WDR: Wie hat der Poetry Slam dein Leben verändert?
Lukas Weigert: Das war irgendwie so der Schlüsselmoment für mich, dass ich damit aufhören möchte, mich unterkriegen zu lassen. Dass ich lernen möchte, zu mir zu stehen und ein ganz klares Zeichen auch in der Stufe setze, dass das für mich nicht so weitergeht.
Das war auch der erste Moment für mich, wo ich dachte, ich kann jetzt alles schaffen und der ist verantwortlich für so viel Selbstbewusstsein, was ich heute in mir trage, weil ich mich vor so viele Menschen gestellt habe und gesagt habe, so geht das für mich nicht weiter, so fühlt sich das für mich an.
Ich habe niemanden angesprochen, "Hey, du machst das falsch". Ich habe die Perspektive von mir aus vorgetragen und wollte eigentlich mehr für mich sensibilisieren.
WDR: Wie hast du Mobbing erlebt?
Weigert: Wenn ich im Unterricht saß, in einem Kurs nur etwas zu einer Freundin gesagt habe oder mich melden wollte, kam aus einer anderen Reihe von drei verschiedenen Menschen immer ein Kommentar : "Wer hat dich gefragt? Was willst du? Guck nicht, glotz nicht."
In dem Moment zuckt man erst mal zusammen. Fragt sich: "Was habe ich jetzt gemacht?" Anfangs verdrängt man das. Doch es passierte immer und immer wieder. Schwuchtel, Speckroulade, Schwanzlutscher und mehr wurden mir täglich an den Kopf geworfen.
Und irgendwann war es halt normal für mich. Ich habe mich daran gewöhnt, ich habe das auch nicht mehr hinterfragt. Das war der Umgang, den ich anscheinend so verdient habe oder an den ich mich jetzt gewöhnen muss.
WDR: Was macht das mit einem? Was hat das mit dir gemacht?
Weigert: Ich habe mich leer gefühlt und ich habe mich schlecht gefühlt, weil ich mich dafür geschämt habe, dass ich lebe. Ich glaube, ab einem gewissen Zeitpunkt habe ich mich nicht mehr gesehen. Wenn ich in den Spiegel geguckt habe, habe ich jemand anderes gesehen.
Ich war von mir entfremdet. Ich hatte täglich Schuldgefühle - Schuldgefühle, weil ich war ja schuldig, dass ich noch da bin.

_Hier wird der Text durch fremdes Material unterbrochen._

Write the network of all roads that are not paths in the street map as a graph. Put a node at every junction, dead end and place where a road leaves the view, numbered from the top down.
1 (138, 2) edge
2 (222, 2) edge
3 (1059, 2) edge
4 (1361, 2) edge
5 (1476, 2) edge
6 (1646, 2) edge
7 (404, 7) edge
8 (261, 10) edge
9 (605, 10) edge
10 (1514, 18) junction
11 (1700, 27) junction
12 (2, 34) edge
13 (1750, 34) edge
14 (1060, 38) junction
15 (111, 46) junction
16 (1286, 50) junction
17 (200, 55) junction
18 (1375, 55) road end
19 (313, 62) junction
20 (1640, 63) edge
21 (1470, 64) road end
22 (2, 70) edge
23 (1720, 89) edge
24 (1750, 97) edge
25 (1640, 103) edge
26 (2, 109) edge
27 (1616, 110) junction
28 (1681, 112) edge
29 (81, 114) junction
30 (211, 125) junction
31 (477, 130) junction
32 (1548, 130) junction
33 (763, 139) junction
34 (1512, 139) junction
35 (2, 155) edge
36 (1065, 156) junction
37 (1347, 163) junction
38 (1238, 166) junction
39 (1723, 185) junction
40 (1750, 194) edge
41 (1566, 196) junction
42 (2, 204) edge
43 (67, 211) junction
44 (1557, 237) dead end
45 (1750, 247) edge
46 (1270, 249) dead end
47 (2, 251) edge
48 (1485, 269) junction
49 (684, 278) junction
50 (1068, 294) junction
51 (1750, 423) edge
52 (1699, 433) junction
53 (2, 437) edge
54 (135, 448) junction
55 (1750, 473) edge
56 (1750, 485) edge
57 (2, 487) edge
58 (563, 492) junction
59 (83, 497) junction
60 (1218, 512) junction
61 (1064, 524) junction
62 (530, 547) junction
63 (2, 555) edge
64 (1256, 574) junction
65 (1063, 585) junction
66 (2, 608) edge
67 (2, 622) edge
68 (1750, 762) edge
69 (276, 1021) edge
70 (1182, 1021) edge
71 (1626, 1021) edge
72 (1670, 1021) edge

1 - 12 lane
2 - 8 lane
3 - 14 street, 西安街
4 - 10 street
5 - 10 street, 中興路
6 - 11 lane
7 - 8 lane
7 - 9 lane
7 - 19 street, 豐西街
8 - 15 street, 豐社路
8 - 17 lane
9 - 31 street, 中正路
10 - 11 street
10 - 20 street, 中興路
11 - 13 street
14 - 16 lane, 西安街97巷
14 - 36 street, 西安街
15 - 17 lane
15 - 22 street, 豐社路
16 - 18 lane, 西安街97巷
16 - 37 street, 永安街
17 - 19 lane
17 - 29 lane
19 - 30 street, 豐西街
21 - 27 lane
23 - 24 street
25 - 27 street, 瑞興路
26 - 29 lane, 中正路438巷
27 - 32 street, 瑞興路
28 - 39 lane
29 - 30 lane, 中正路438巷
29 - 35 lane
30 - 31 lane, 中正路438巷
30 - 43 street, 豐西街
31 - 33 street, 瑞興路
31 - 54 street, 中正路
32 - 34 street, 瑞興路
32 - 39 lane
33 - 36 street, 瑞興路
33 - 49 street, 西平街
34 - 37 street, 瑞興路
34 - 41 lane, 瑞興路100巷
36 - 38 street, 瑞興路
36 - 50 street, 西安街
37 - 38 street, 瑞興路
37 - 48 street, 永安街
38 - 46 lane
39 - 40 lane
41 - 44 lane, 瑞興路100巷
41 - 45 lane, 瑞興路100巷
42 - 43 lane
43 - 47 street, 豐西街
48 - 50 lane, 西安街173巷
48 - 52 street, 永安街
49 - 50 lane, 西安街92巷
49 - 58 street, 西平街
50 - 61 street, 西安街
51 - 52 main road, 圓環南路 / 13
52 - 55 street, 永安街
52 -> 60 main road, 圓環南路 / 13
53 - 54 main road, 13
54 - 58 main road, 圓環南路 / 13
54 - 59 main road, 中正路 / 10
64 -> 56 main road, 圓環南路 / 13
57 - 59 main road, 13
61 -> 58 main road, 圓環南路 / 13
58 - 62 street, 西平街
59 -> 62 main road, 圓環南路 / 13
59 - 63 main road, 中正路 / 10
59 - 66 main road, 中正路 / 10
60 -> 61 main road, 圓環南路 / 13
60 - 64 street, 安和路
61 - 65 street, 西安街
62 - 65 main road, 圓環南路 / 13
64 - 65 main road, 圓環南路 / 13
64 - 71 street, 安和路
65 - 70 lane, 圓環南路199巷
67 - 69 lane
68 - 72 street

Dass andere Menschen diese Bürde bekommen, um mit mir umgehen zu müssen.
Und ich habe mir eigentlich jeden Tag nicht nur einmal gewünscht, dass ich jetzt einfach umfalle, einfach tot bin. Dass ich nicht mehr weiter leben muss, um die anderen zu belasten und damit auch der Schmerz für mich endlich aufhört.
WDR: Was glaubst du - was sind die richtigen Schritte, um gegen Mobbing vorzugehen?
Weigert: Zuerst sollte Mobbing anerkannt werden. Etwas, was ich in der Vergangenheit nicht wahrgenommen habe. Denn an meiner Schule gab es die Schulpolitik - es gab kein Mobbing. Das ist ein Problem. Kinder, Lehrer aber auch Eltern müssten mehr dafür sensibilisiert werden.
Ich hatte damals vor, eine Selbsthilfegruppe oder Anlaufstelle in der Schule zu gründen. Ich wollte anderen Schülern helfen, ihnen eine Möglichkeit geben, sich zu öffnen. Leider ist diese Gruppe damals nicht genehmigt worden. Dabei wäre es meines Erachtens eine einfache und garantiert sehr effektive Möglichkeit der Hilfe gewesen.
WDR: Was möchtest du Menschen mit auf den Weg geben, die Mobbing erfahren?
Weigert: Ich würde gerne den Menschen da draußen, die von Mobbing betroffen sind, sehr viel Mut zusprechen. Mut, sich dagegen zu wehren, Mut zu sich selbst zu stehen und ganz viel Kraft und auch Freude mitschicken.
Ich wünsche mir, dass sie ihren Weg finden, damit umzugehen, so wie ich meinen Weg gefunden habe. Dass sie großartig sind, wie sie sind und dass sie bedingungslos auch anerkannt und geliebt werden dürfen und sich selbst auch anerkennen und lieben dürfen.